Abstract
At present, there is still room for evolution in style transfer of open source programs. This research uses open source code for style transfer on GitHub. In addition, it supports the development of online AI Attraction Page, Windows versions, Andorid platform, and Intel NCS. It also strengthens calculation and supports bases of multiple platforms. It is able to implement static style transfer on film, and speed up style transfer inferencing performance on web page. In addition, the literature review explores aesthetic perception elements and applies them to calculate parameter setting. The results of this study discover when the content image weight is 7.5 and the style image weight is 120, the inferenced image can retain characteristics of the original image, and come out with new blending style. Besides, to freeze the content and style image weight ratio, and increase the style image weight value to more than 10,000, the thin film color effect may appear. When there are 32 filters, the extracted color and style can show the most appropriate proportion and state. When the style size is adjusted to 410 × 256 and the content image is close in size, the original style features become more prominent. Finally, keep the style image free space at appropriately 25%, higher texture effect may occur after training.
You have full access to this open access chapter, Download conference paper PDF
Similar content being viewed by others
Keywords
1 Introduction
In recent years, style transfer has flourished. This type of computer vision technology has been regarded as a popular field in both academia and industry. The literature review reveals that previous studies have mostly started at the technical level, while recent trends began to explore aesthetic principle on top of enhancing technique. Furthermore, setting calculus parameters becomes a new research subject. In order to produce good visual effect, adjustment has been made based on past experience [14]. The study reviews the aesthetic factors to find the most appropriate key style elements as a reference for parameter adjustment. In general, the contribution of this research lies in: (1) based on the aesthetic principle, exploring adjustment of different styles and content parameters generated from effect of style transfer images. (2) Implementing dynamic style transfer to film and reach key factors of noise reduction.
2 Literature Review
2.1 Convolutional Neural Network
Convolutional Neural Network (CNN), which gradually evolves from Neural Network (NN), is a mathematical function that uses computing model to simulate the neural system of the human or animal brain [17]. In 1989, Yann LeCun successfully applied CNN to recognize handwritten digits, which was an important basis for machine vision [19]. In recent years, due to the improvement of hardware computing performance and the advancement of deep learning algorithms, neural networks again became a hot topic.
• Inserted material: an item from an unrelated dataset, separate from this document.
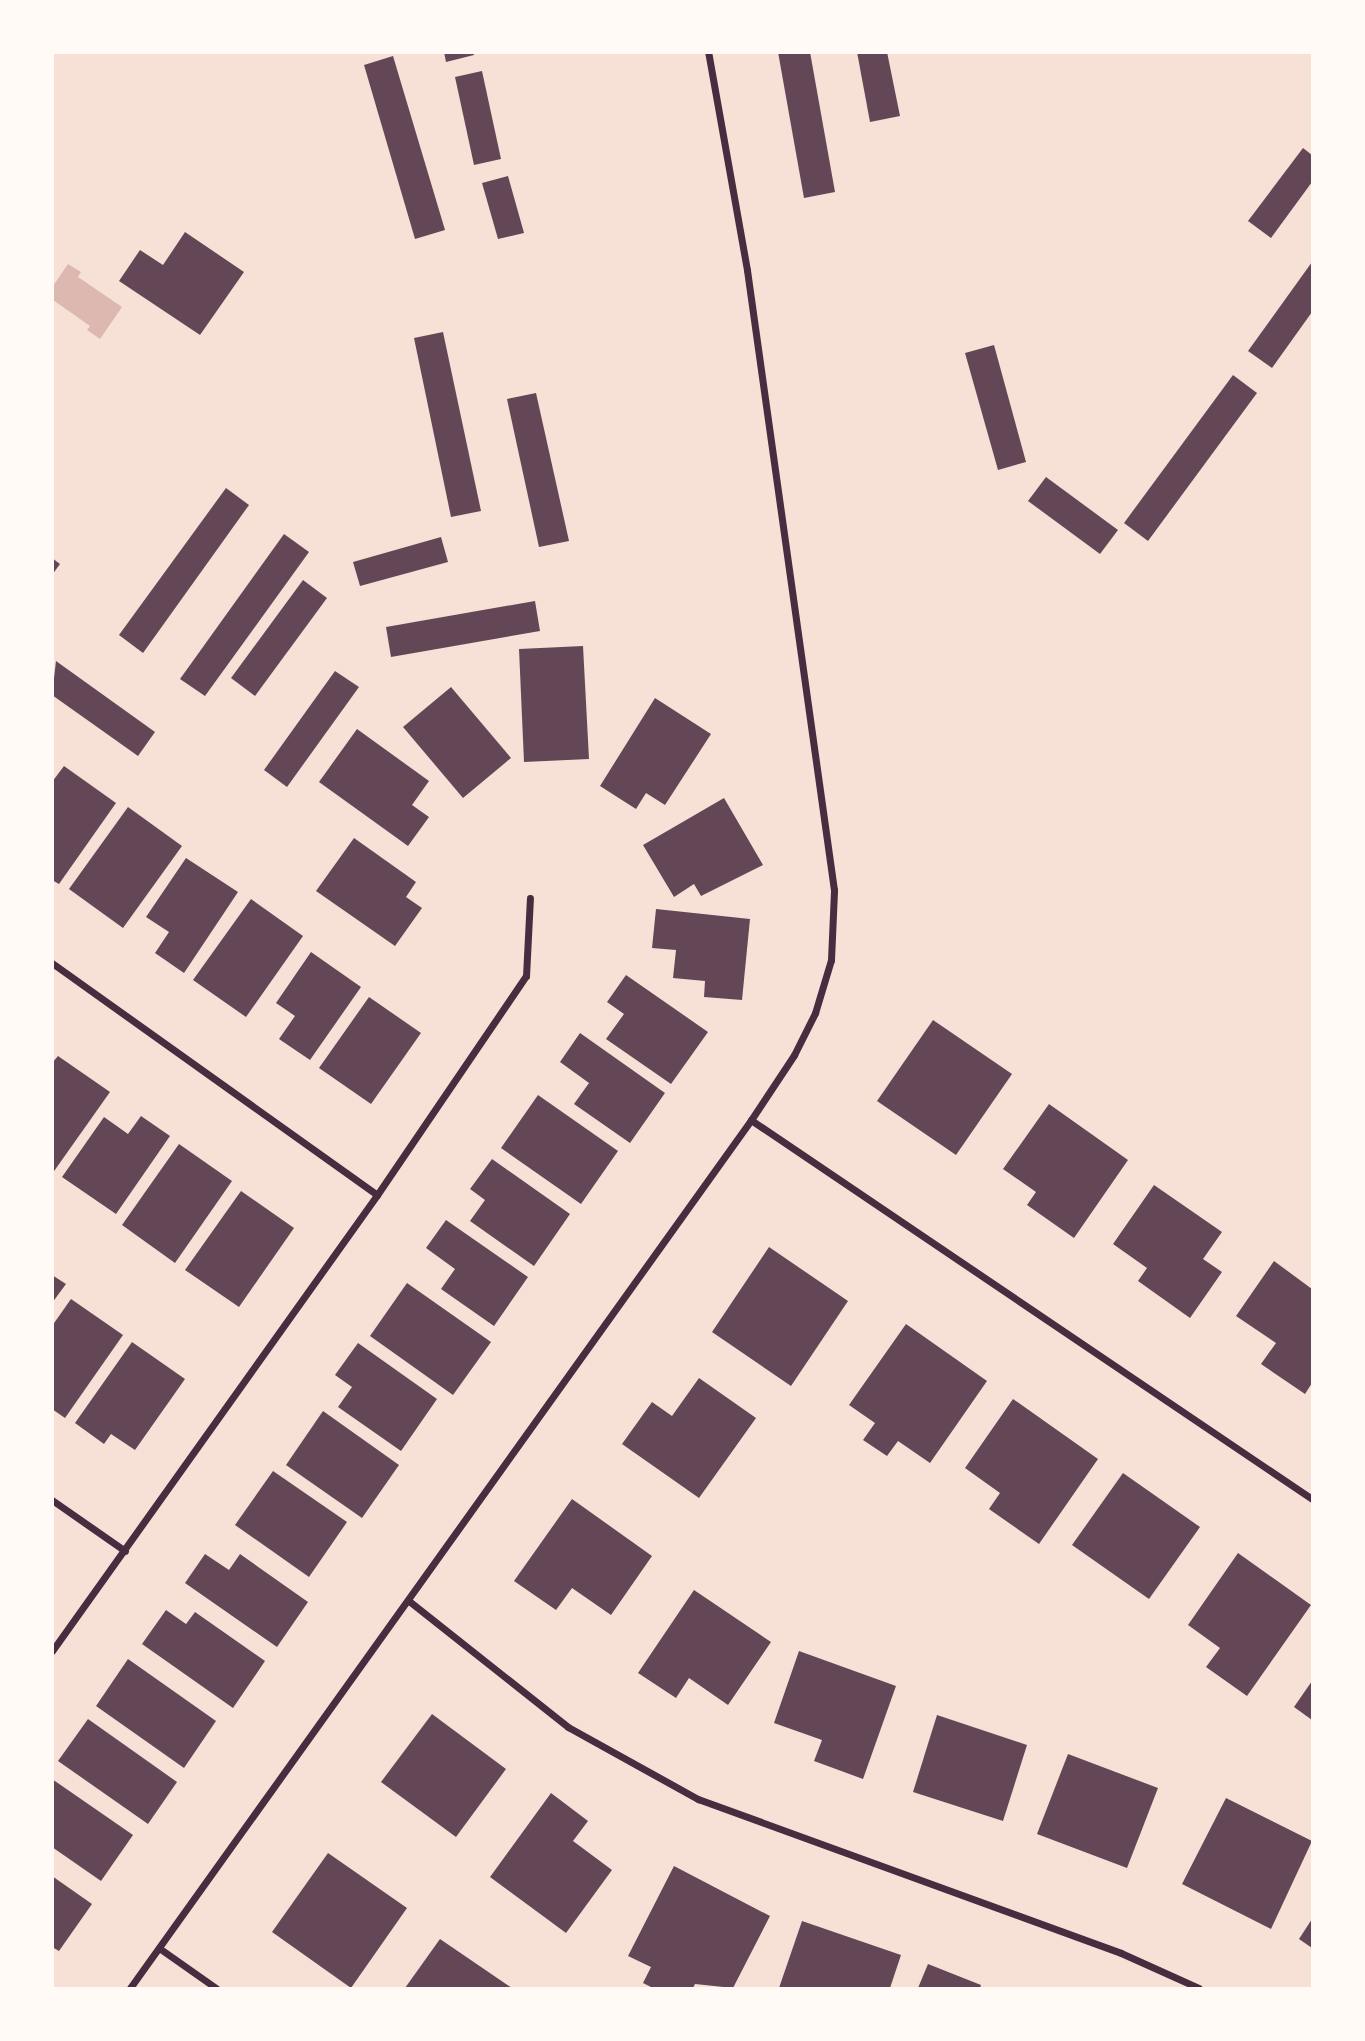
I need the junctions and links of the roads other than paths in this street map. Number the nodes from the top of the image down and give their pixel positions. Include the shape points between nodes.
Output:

Their overall structure can be divided into three parts: the convolution layer, the pooling layer, and the fully connected layer [18]. The convolution layer is used to extract the image data characteristics. The image feature undergoes weight arithmetic according to pixels in the area covered by the filter. During the process, the effects of images vary as the size of the filter, the distance of the slide and the number of outputs are different. The filter, also known as the convolution kernel, is mainly used to reduce image noise. The pooling layer takes over the features after the convolution layer, then classifies and extracts features accordingly. The purpose is to reduce and compress calculation parameters, and to decrease overfitting. The loss layer is mainly used to determine the difference between the calculated result and the original preset answer. The loss function is used to punish the predicted deviation. The fully connected layer integrates the previously learned features and connects them.
2.2 Style Transfer
Style transfer is to transfer the selected image features to another image or film through convolution calculation. Gatys, Ecker, and Bethge entered style transfer to new application areas [8]. In addition, some researches have put forward concepts of feed-forward networks and defined the output loss function [16, 23]. Some other studies have proposed faster calculation methods [10], which greatly reduce the training time and cost. The framework of image analogies mentioned divides a set of images into two sides, one side is training data and the other side is a filter, which can produce similar image filter effect [12]. This method can transfer the texture of artistic style images or non-artistic common images to another image [6]. The similar point is just able to transfer a specific style. To this end, Dumoulin, Shlens, and Kudlur further brought up a neural network that can produce a variety of style changes, and created a neural network that can adapt to various artistic styles. This framework allows users to generate new styles through various combinations [5].
2.3 Video Style Transfers
Compared with image style transfer, video style transfer contains one more key factor – time, so smoothness is a very important key point. In the transfer process, the connection of each frame of the video played needs to be considered [14]. Originally, the algorithm of Gatys et al. is easy to cause noise, omission or flicker, and the effect is unstable [9]. For this reason, a time loss function is introduced to improve the deviation [22]. A deep learning framework of training is also proposed to proceed with style transfer for films of any length. Moreover, it is also suitable for virtual reality to produce 360 equirectangular images and films [3].
2.4 Aesthetic
Perception of beauty includes beauty experiment, beauty memory, visual experience, and culture influence. The aesthetic concept involves some psychology [13]. For image calculated by style transfer, visual evaluation is another important topic of current research [14]. According to visual complexity of image, it is discovered that three major factors affect human perception: compositions, colors and contents [11]. Color analysis proposed the MECOCO1 method for works by Van Gogh. Measuring complementary colors, and analyzing paintings colors find out that through the eclipse of time, colors will also change according to style [15]. As to specific arrangement of texture and handwriting, the painting style itself may generate a unique rhythm. Based on the aesthetic form displayed, five points are sorted out respectively: color, proportion, texture, structure, and composition [4]. To summarize the above, this study concludes with three aspects of aesthetic perception: (1) Proportional facets: structure, weight, and balance. (2) Color facets: lightness, chroma, hue. (3) Textured facets: gloss, texture, and aging marks. Under proportional, color and textured facets, this study will then apply different parameters to images after style transfer as well as differences of aesthetics so as to sustain the feature and strengthen style transfer weight implementation in the future.
3 Research Method
3.1 Purpose of Methodology
Values of various parameters are set according to aesthetic key factors obtained from literature review. The three key factors are explored in terms of ratio, color, and texture facets to calculate the aesthetic disparity in images under calculation of different parameters.
3.2 Experiment Facility
The hardware equipment used in the study is Acer PREOATOR HELIOS 300, Genuine Intel (R) CPU0000@2.40 GHz. The operating system is Windows10 64-bit. The OpenVINO Model Optimizer environment is set up as well.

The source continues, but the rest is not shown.